In a preceding work with dopant assisted-atmospheric pressure photoionization (DA-APPI), an abundant ion at [M + 77]+ was observed in the spectra of pyridine and quinoline with chlorobenzene dopant. This contribution aims to reveal the identity and route of formation of this species, and to systematically investigate structurally related analytes and dopants. Compounds containing N-, O-, and S-lone pairs were investigated with APPI in the presence of fluoro-, chloro-, bromo-, and iodobenzene dopants. Computational calculations on a density functional theory (DFT) level were carried out to study the reaction mechanism for pyridine and the different halobenzenes.
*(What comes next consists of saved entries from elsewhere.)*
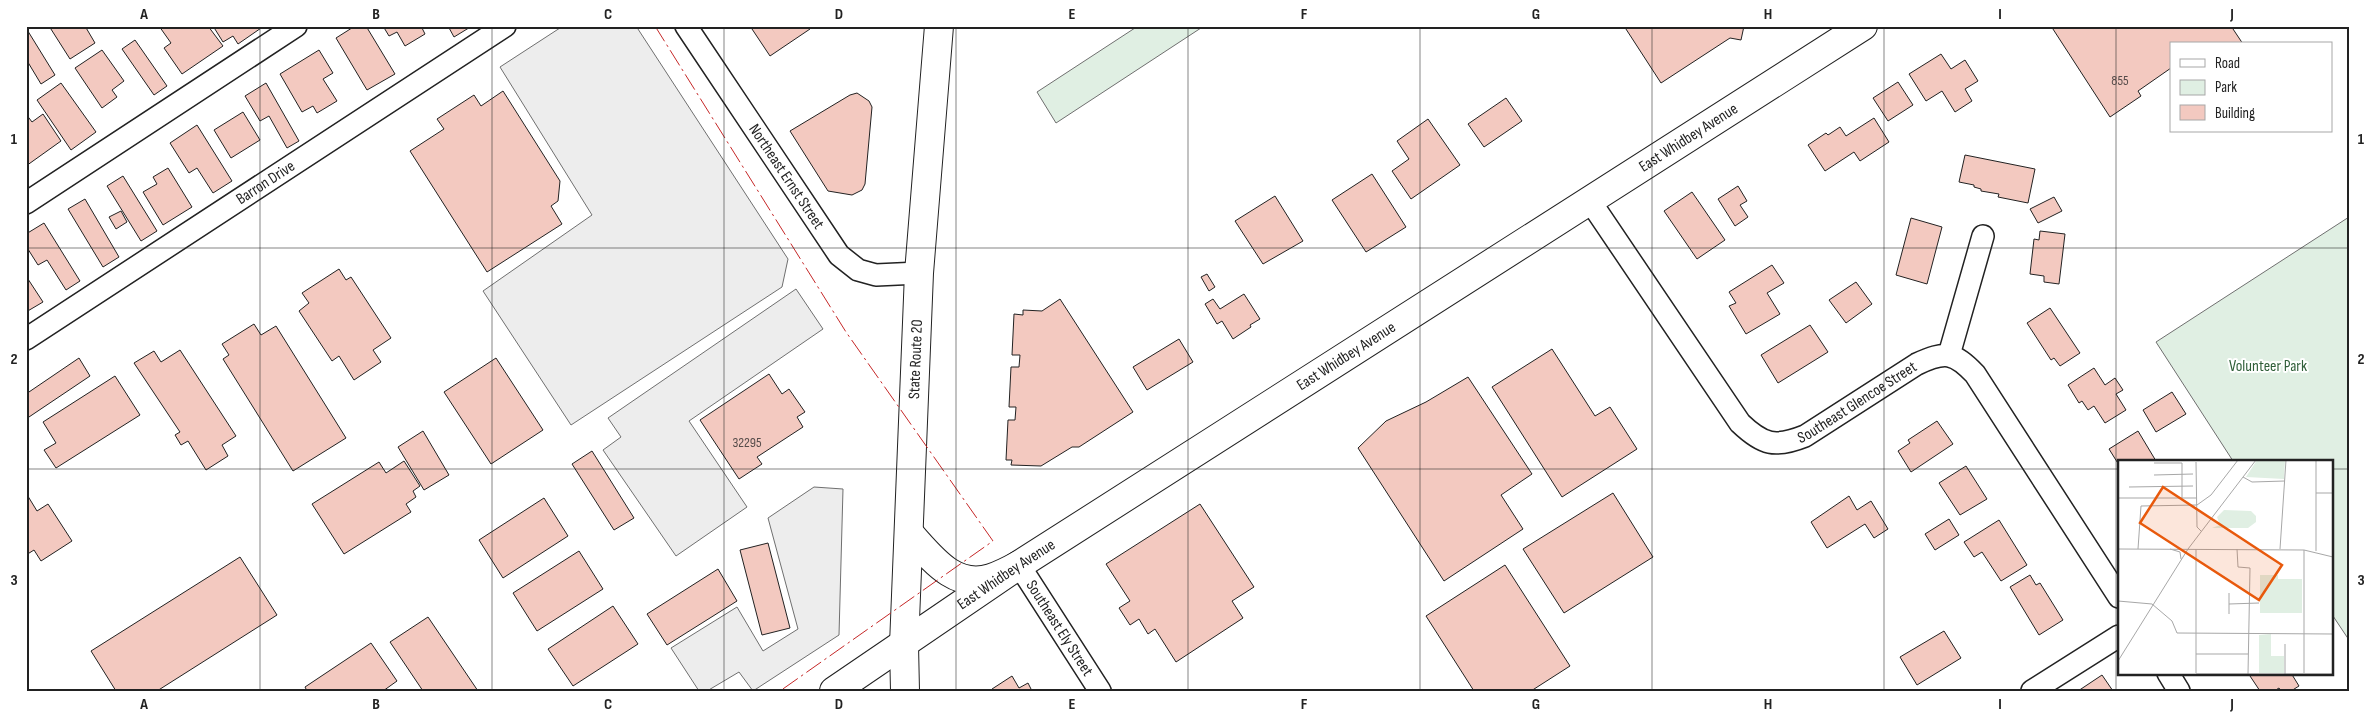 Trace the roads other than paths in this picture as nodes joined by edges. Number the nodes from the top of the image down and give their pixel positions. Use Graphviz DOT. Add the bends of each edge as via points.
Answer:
graph roads {
  1 [pos="296,26"];
  2 [pos="504,26"];
  3 [pos="686,26"];
  4 [pos="939,26"];
  5 [pos="1863,26"];
  6 [pos="1590,201"];
  7 [pos="26,203"];
  8 [pos="1983,236"];
  9 [pos="919,273"];
  10 [pos="26,339"];
  11 [pos="1949,355"];
  12 [pos="909,533"];
  13 [pos="1019,566"];
  14 [pos="2118,596"];
  15 [pos="2118,637"];
  16 [pos="904,645"];
  17 [pos="2169,674"];
  18 [pos="834,691"];
  19 [pos="905,691"];
  20 [pos="1100,691"];
  21 [pos="2032,691"];
  22 [pos="2179,691"];
  1 -- 7 [label="street"];
  2 -- 10 [label="street, Barron Drive"];
  3 -- 9 [label="street, Northeast Ernst Street" via="839,256 858,270 876,275"];
  4 -- 9 [label="street, State Route 20"];
  5 -- 6 [label="street, East Whidbey Avenue"];
  6 -- 11 [label="street, Southeast Glencoe Street" via="1740,423 1754,436 1770,444 1788,443 1805,436 1917,364 1935,356"];
  6 -- 13 [label="street, East Whidbey Avenue"];
  8 -- 11 [label="street"];
  9 -- 12 [label="street, State Route 20"];
  11 -- 14 [label="street" via="1964,362 1976,374"];
  12 -- 13 [label="street" via="947,572 966,581 990,579"];
  12 -- 16 [label="street, State Route 20"];
  13 -- 16 [label="street, East Whidbey Avenue"];
  13 -- 20 [label="street, Southeast Ely Street"];
  15 -- 21 [label="street"];
  16 -- 18 [label="street, East Whidbey Avenue"];
  16 -- 19 [label="street, State Route 20"];
  17 -- 22 [label="street"];
} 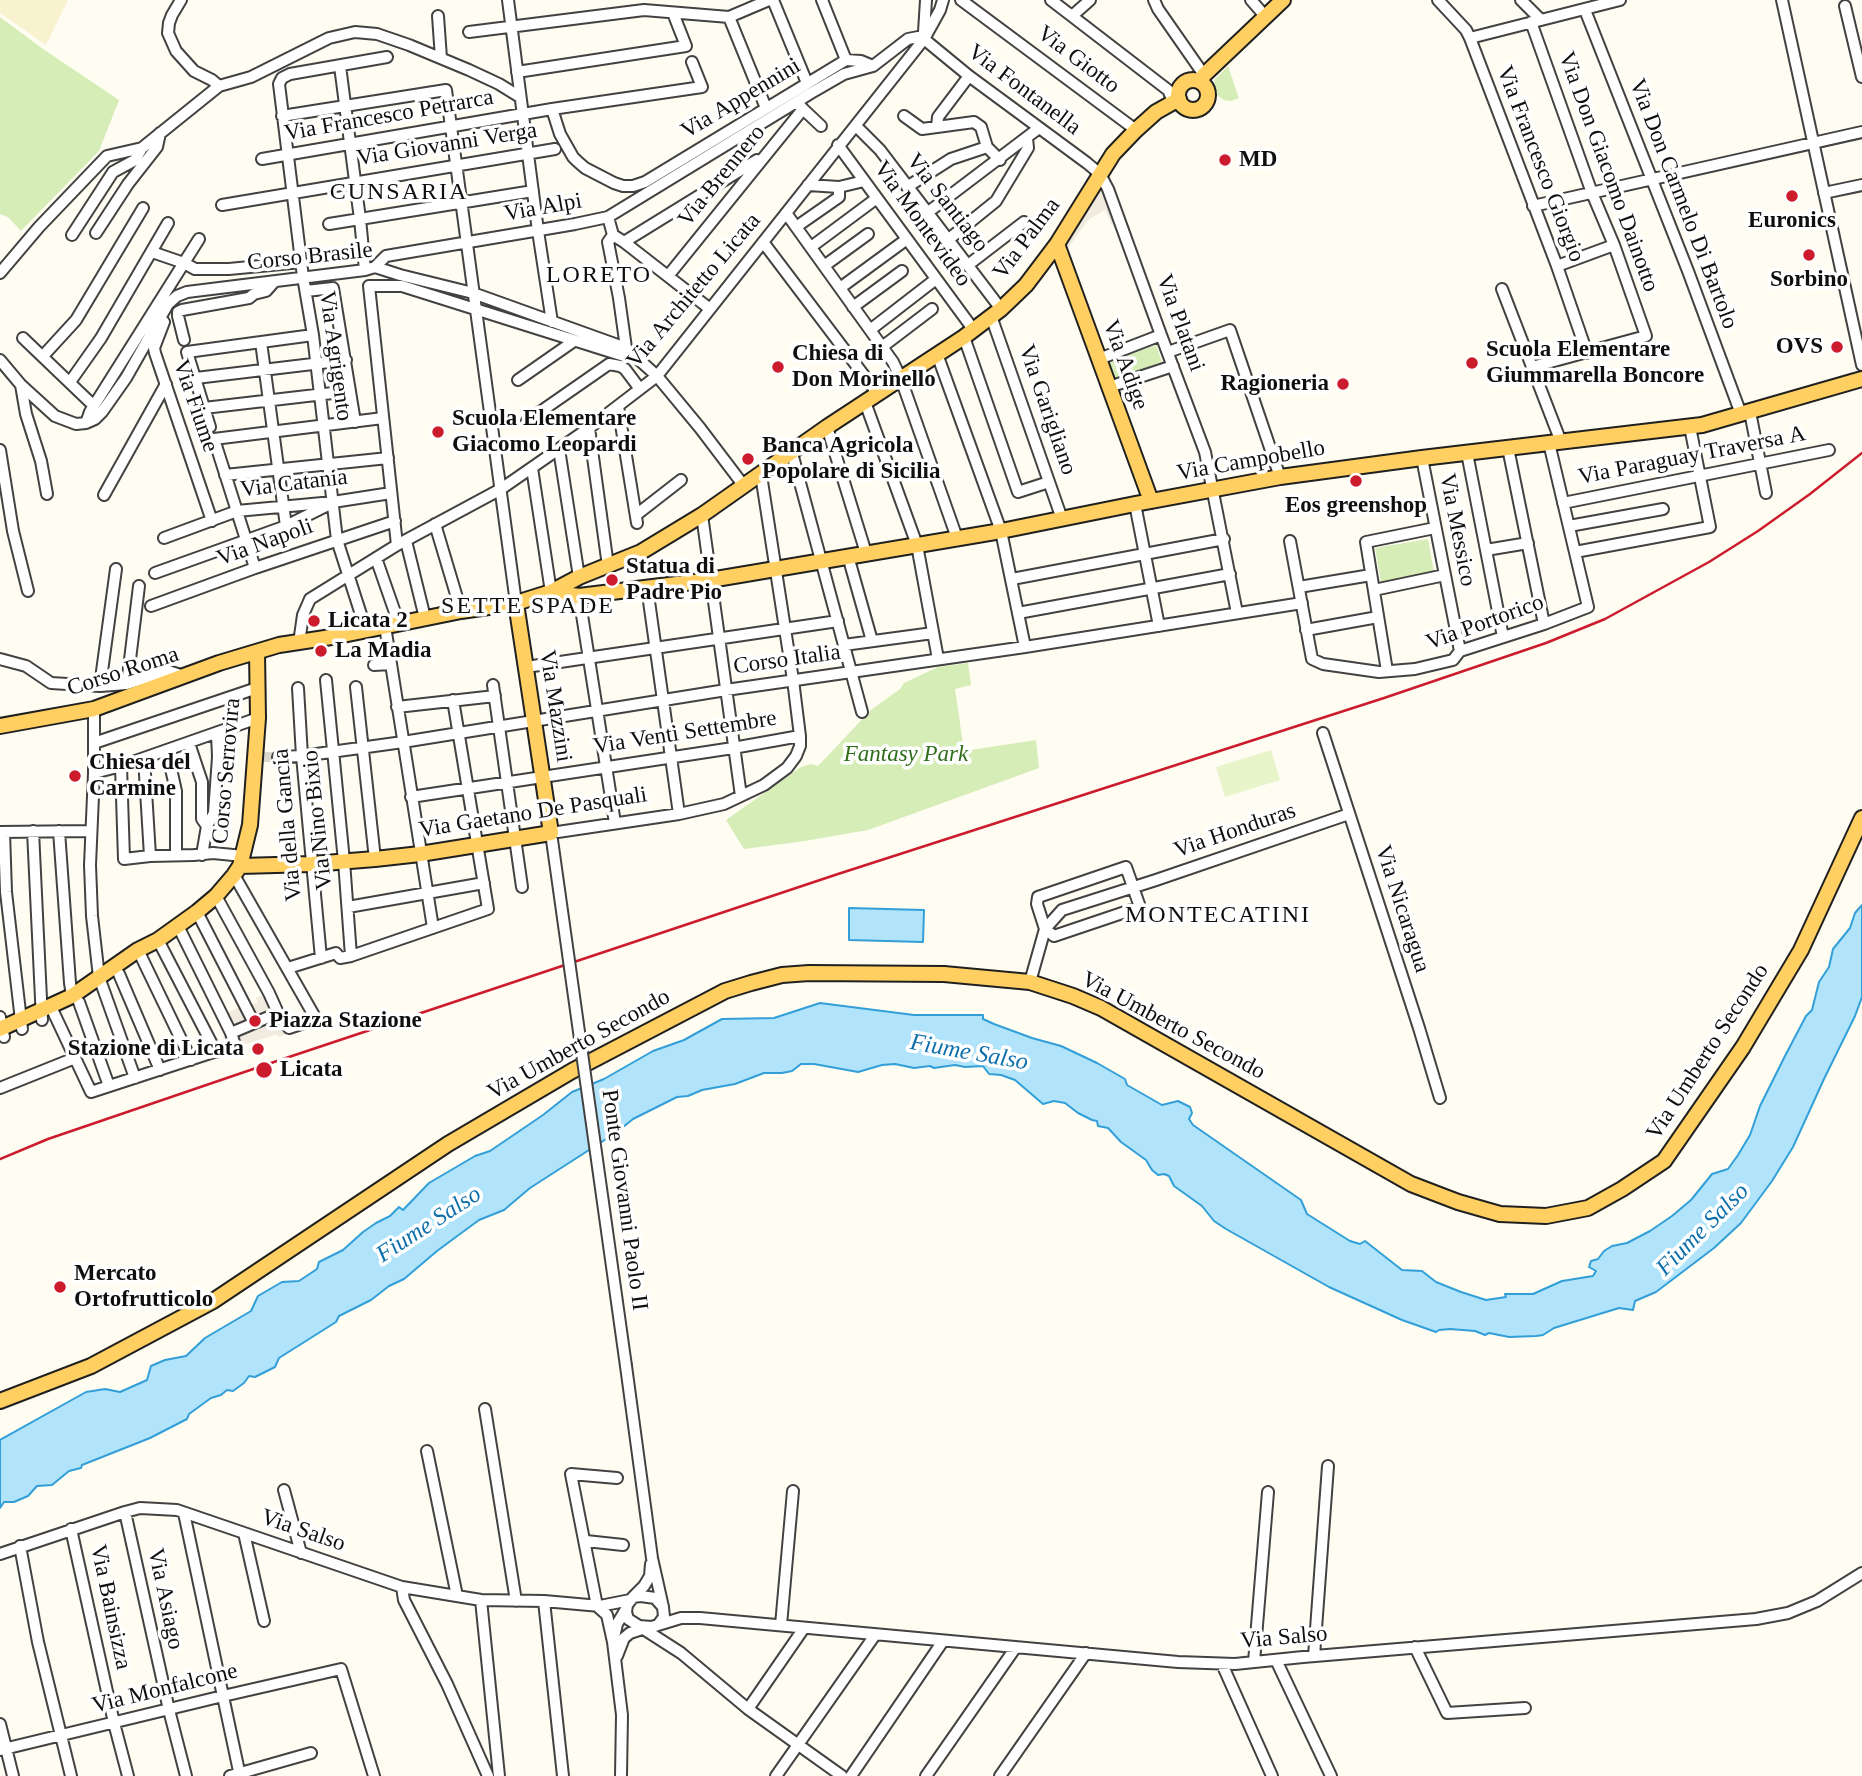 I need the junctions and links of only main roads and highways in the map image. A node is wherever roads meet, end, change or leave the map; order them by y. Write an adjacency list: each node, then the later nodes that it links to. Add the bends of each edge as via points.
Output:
1 (1283, 0): 2 (main road, Via Palma)
2 (1202, 78): 3 (main road, Via Palma, via 1185,82); 3 (main road, via 1208,96 1202,107 1190,110)
3 (1176, 100): 4 (main road, Via Palma, via 1156,112 1113,154)
4 (1057, 244): 6 (main road, Via Adige); 7 (main road, Via Palma, via 1026,285 969,333 702,516 641,552)
5 (1862, 379): 6 (main road, Via Campobello, via 1690,427 1280,477)
6 (1151, 501): 7 (main road, Via Campobello, via 710,580 579,596)
7 (551, 592): 8 (main road, Corso Roma)
8 (516, 603): 9 (main road, Corso Roma); 12 (main road, Via Mazzini)
9 (257, 652): 10 (main road, Corso Roma, via 94,709); 13 (main road, Corso Serrovira, via 259,757 250,825)
10 (0, 726)
11 (1862, 818): 17 (main road, Via Umberto Secondo, via 1801,950 1743,1047 1672,1150 1664,1161 1588,1208 1546,1216 1500,1214 1411,1184 1101,1008 1030,982 944,974 809,973 725,991 572,1071 448,1144 213,1301 91,1366)
12 (552, 840): 13 (main road, Via Gaetano De Pasquali, via 515,839 313,864)
13 (239, 865): 14 (main road, Corso Serrovira, via 216,896)
14 (140, 954): 15 (main road, Corso Serrovira); 15 (main road, Corso Serrovira, via 119,974)
15 (100, 982): 16 (main road, Corso Serrovira, via 76,999)
16 (1, 1030)
17 (0, 1401)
The experimental and computational results indicated that the [M + 77]+ ion was formed by nucleophilic aromatic ipso-substitution between the halobenzene radical cation and nucleophilic analytes. The reaction was most efficient for N-heteroaromatic compounds, and it was weakened by sterical effects and enhanced by resonance stabilization. The reaction was most efficient with chloro-, bromo-, and iodobenzenes, whereas with fluorobenzene the reaction was scarcely observed. The calculated Gibbs free energies for the reaction between pyridine and the halobenzenes were shown to increase in the order I < Br < Cl < F. The reaction was found endergonic for fluorobenzene due to the strong C–F bonding, and exergonic for the other halobenzenes. For fluoro- and chlorobenzenes the reaction was shown to proceed through an intermediate state corresponding to [M + dopant]+, which was highly stable for fluorobenzene. For the bulkier bromine and iodine, this intermediate did not exist, but the halogens were shown to detach already during the approach by the nucleophile.